Saved entries
■ ■ ■ ■ ■

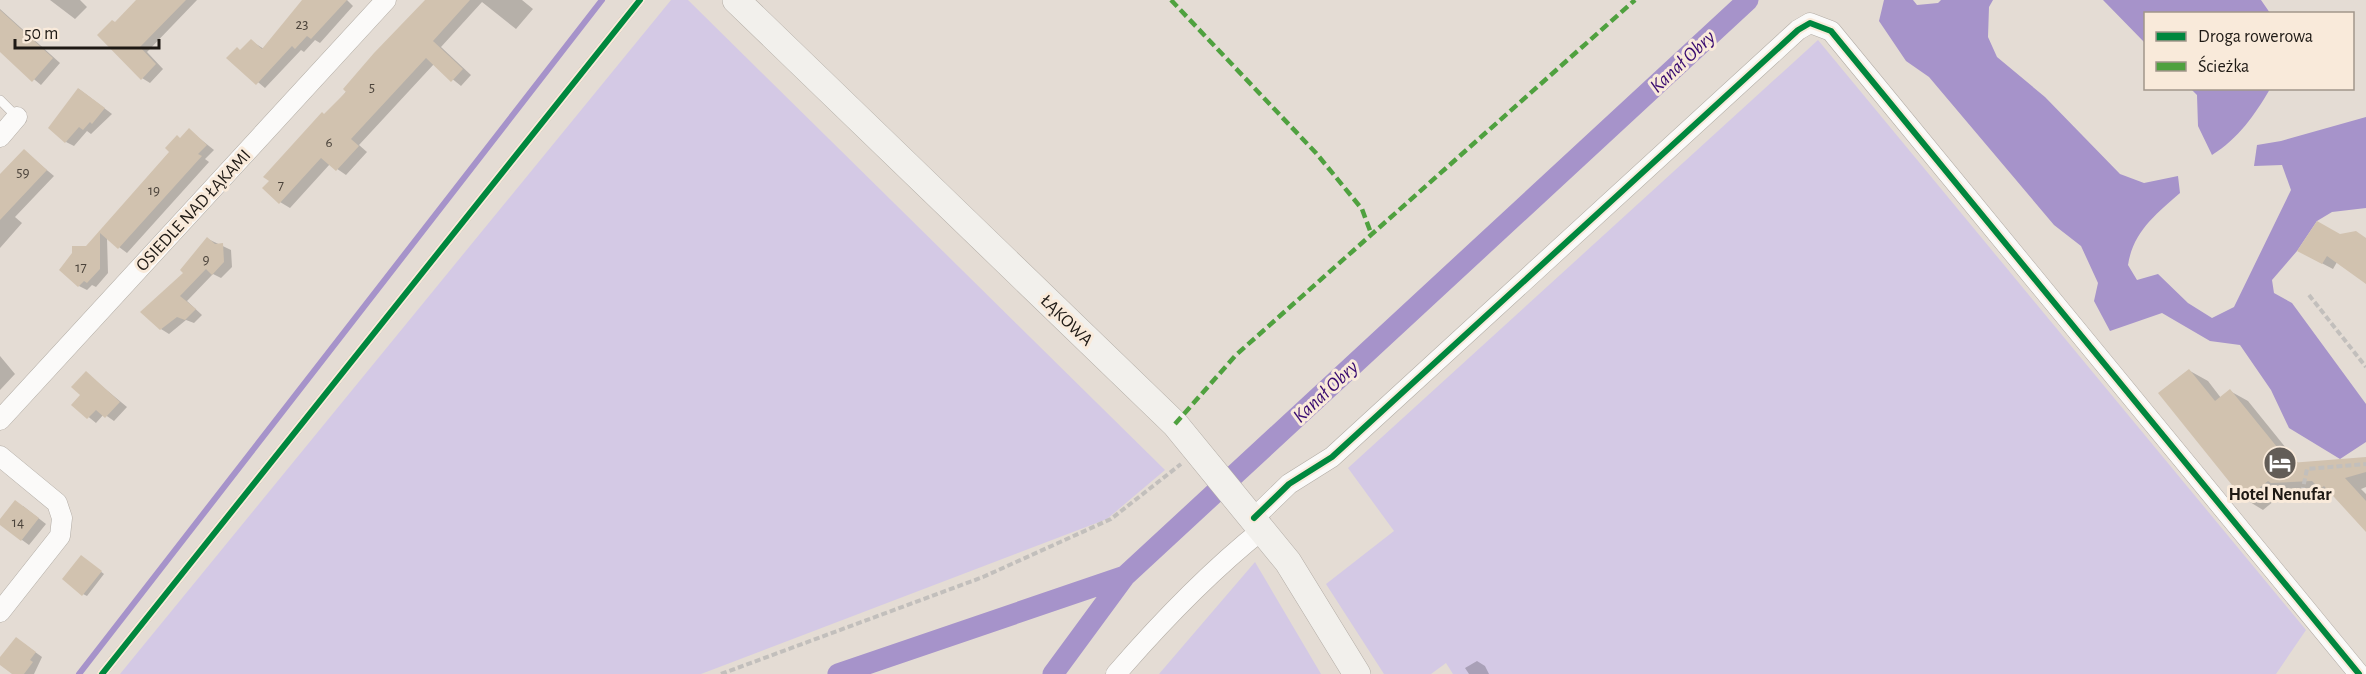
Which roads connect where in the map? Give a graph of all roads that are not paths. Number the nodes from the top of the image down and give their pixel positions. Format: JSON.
{"nodes":[{"id":1,"x":386,"y":0,"type":"edge"},
{"id":2,"x":640,"y":0,"type":"edge"},
{"id":3,"x":736,"y":0,"type":"edge"},
{"id":4,"x":0,"y":100,"type":"edge"},
{"id":5,"x":17,"y":117,"type":"joint"},
{"id":6,"x":0,"y":137,"type":"edge"},
{"id":7,"x":0,"y":420,"type":"edge"},
{"id":8,"x":0,"y":456,"type":"edge"},
{"id":9,"x":1256,"y":520,"type":"junction"},
{"id":10,"x":0,"y":612,"type":"edge"},
{"id":11,"x":102,"y":674,"type":"edge"},
{"id":12,"x":1116,"y":674,"type":"edge"},
{"id":13,"x":1357,"y":674,"type":"edge"},
{"id":14,"x":2359,"y":674,"type":"edge"}],
"edges":[{"from":1,"to":7,"type":"street","name":"OSIEDLE NAD ŁĄKAMI"},
{"from":2,"to":11,"type":"lane"},
{"from":3,"to":9,"type":"street","name":"ŁĄKOWA"},
{"from":4,"to":5,"type":"lane"},
{"from":5,"to":6,"type":"street"},
{"from":8,"to":10,"type":"street"},
{"from":9,"to":12,"type":"street"},
{"from":9,"to":13,"type":"street","name":"ŁĄKOWA"},
{"from":9,"to":14,"type":"street"}]}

■ ■ ■ ■ ■

◆ EXERCISE DETAILS
Give back the data exactly. Pictures stay out.

◆ RESULT BELOW
Which roads connect where in the map? Give a graph of all roads that are not paths. Number the nodes from the top of the image down and give their pixel positions. Format: JSON.
{"nodes":[{"id":1,"x":386,"y":0,"type":"edge"},
{"id":2,"x":640,"y":0,"type":"edge"},
{"id":3,"x":736,"y":0,"type":"edge"},
{"id":4,"x":0,"y":100,"type":"edge"},
{"id":5,"x":17,"y":117,"type":"joint"},
{"id":6,"x":0,"y":137,"type":"edge"},
{"id":7,"x":0,"y":420,"type":"edge"},
{"id":8,"x":0,"y":456,"type":"edge"},
{"id":9,"x":1256,"y":520,"type":"junction"},
{"id":10,"x":0,"y":612,"type":"edge"},
{"id":11,"x":102,"y":674,"type":"edge"},
{"id":12,"x":1116,"y":674,"type":"edge"},
{"id":13,"x":1357,"y":674,"type":"edge"},
{"id":14,"x":2359,"y":674,"type":"edge"}],
"edges":[{"from":1,"to":7,"type":"street","name":"OSIEDLE NAD ŁĄKAMI"},
{"from":2,"to":11,"type":"lane"},
{"from":3,"to":9,"type":"street","name":"ŁĄKOWA"},
{"from":4,"to":5,"type":"lane"},
{"from":5,"to":6,"type":"street"},
{"from":8,"to":10,"type":"street"},
{"from":9,"to":12,"type":"street"},
{"from":9,"to":13,"type":"street","name":"ŁĄKOWA"},
{"from":9,"to":14,"type":"street"}]}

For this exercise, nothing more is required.